The junior out of Lone Tree, Colorado may not have the offensive statistics that senior stars Alyssa Karel, Lin Zastrow and Tara Steinbauer have, but she is one of the Badgers’ strongest defensive players. Davis, who spent part of the year coming off the bench, has solidified a starting role and is often faced with the task of guarding the best players in the Big Ten.
“She’s arguably our best defender; we 90 percent of the time put her on the other team’s best player,” assistant coach John Barnes said. “She’s done a great job of taking that role, of trying to shut down the opposing team’s big scorer … We expect her to play great defense and make open shots.”

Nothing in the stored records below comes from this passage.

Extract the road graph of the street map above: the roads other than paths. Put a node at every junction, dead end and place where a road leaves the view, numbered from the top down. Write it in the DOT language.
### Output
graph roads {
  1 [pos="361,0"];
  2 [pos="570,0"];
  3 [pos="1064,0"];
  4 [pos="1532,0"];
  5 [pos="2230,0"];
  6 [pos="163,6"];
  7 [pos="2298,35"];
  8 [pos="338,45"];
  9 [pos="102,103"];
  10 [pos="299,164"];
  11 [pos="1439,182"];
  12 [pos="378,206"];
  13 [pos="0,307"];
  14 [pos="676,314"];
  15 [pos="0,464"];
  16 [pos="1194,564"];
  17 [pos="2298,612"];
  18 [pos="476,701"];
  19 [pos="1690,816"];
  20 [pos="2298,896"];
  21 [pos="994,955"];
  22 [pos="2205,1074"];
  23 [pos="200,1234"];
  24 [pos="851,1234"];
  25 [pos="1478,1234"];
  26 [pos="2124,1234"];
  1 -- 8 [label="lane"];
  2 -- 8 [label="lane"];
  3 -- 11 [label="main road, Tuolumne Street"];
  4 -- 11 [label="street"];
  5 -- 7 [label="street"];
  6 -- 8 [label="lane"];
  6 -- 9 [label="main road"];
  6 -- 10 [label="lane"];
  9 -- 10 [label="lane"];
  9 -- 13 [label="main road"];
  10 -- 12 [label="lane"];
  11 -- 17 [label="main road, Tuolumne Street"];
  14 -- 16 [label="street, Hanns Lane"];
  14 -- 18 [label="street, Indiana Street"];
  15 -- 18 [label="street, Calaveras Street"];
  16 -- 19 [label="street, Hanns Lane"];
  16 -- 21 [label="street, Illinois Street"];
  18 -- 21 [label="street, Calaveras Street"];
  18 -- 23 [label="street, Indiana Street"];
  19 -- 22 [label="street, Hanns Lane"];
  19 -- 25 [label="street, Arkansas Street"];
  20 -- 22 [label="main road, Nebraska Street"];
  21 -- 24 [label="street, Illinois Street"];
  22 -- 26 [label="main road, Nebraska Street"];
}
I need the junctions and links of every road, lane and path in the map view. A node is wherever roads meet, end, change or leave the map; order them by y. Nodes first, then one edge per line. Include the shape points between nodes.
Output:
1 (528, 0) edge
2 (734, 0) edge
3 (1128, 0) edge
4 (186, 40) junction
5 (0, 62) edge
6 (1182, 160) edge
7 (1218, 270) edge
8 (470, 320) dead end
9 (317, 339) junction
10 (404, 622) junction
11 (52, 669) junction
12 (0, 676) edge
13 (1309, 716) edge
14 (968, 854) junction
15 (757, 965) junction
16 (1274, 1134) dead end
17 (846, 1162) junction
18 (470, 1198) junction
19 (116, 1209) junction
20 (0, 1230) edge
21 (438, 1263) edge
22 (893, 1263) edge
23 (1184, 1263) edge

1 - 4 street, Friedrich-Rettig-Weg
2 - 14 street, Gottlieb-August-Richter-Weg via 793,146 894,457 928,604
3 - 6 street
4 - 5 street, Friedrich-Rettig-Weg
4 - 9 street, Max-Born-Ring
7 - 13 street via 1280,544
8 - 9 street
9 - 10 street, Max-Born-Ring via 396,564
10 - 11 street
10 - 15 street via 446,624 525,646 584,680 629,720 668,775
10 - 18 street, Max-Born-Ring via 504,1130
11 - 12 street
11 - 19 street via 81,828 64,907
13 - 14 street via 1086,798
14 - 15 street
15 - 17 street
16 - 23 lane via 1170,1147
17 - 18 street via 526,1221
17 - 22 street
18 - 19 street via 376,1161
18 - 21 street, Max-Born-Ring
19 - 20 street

Davis averages 4.5 points per game, the lowest of any starter, but ranks second on the team with 1.14 steals per game. Her defensive intensity is quickly apparent in any of Wisconsin’s games, as she can always be heard yelling “ball” from the sidelines.
While other player’s measure their performances on how many points they score or how many rebounds they collect, Davis focuses on the statistics of the player she defended. Her list of achievements include keeping Purdue’s star guard Brittany Rayburn from scoring a single point in their matchup earlier this year.
“I pride myself on defense sometimes,” Davis said. “Some people feel good scoring 17 points; I feel good when [the player I’m defending] doesn’t score 17 points. So I think there’s just some sort of difference there.”
The junior guard has truly had a breakout year as she has averaged more points and almost doubled her minutes from last season. Setting career highs in essentially every category, Davis seems to have found a comfortable role for the Badgers this season.
Having started just one game coming into this year, UW fans may not have expected to see such improvement in Davis. However, coaches and teammates had confidence that she was ready to become a major contributor for the Badgers.
“In preseason…we expected her to be in this role,” Barnes said. “She’s improved on [her game] throughout the year, and that’s the way you win the Big Ten, is if you can get better every day in practice, and learn from your mistakes and use the game situations to get you better. And hopefully at the end of the year you’re playing your best basketball, and that’s the way she’s headed.”
Like many players coming in as freshmen, Davis admits that her expectations may have been a little ambitious coming in. A player who won three state championships in high school, she averaged just 14.1 minutes a game during her first year in a Wisconsin uniform.
“Every player comes in as a freshman thinking, ‘Oh I’m going to get this, I’m going to get that,'” Davis said. “I mean, it was kind of a reality check at first, but I think I’ve kept working, and I just wanted to be better every single day. So I think that’s helped.”
Much of Davis’ development can be traced to the game-like intensity that she maintains during practice.
A fierce competitor, her teammates realize that there is never an easy matchup if she is facing up with them. Although she may not fill up the box score, it is hard to deny that Davis’ presence on the court encourages the whole team to play strong defense.
“She comes to every practice just battling, and just working as hard as she possibly can,” sophomore guard Taylor Wurtz said. “I think Jade has a really solid defense, and she brings that ‘X-factor’ to our team…Jade’s a hard worker, and I expected great things from her.”
Beyond her defense, Davis is one of the most enthusiastic and vocal members of the Badgers’ squad, something that certainly has a positive effect on her teammates.
A crucial aspect of her defense, the junior guard seems glued to the ball and always has a hand in the defender’s face. On a team that is built around defense, Davis seems to be the perfect player to have on the Wisconsin roster. Her love for stopping the best players from scoring appears to have rubbed off on her teammates, and since she has become a regular starter, the Badgers have been winning a lot more games.
“You don’t want Jade to guard you,” Wurtz said. “She gets up in your shorts, and she just plays great defense and she’s always talking out there too, which communication is a big part of defense.”
The rest of the Big Ten is hoping it won’t be guarded by Davis, too.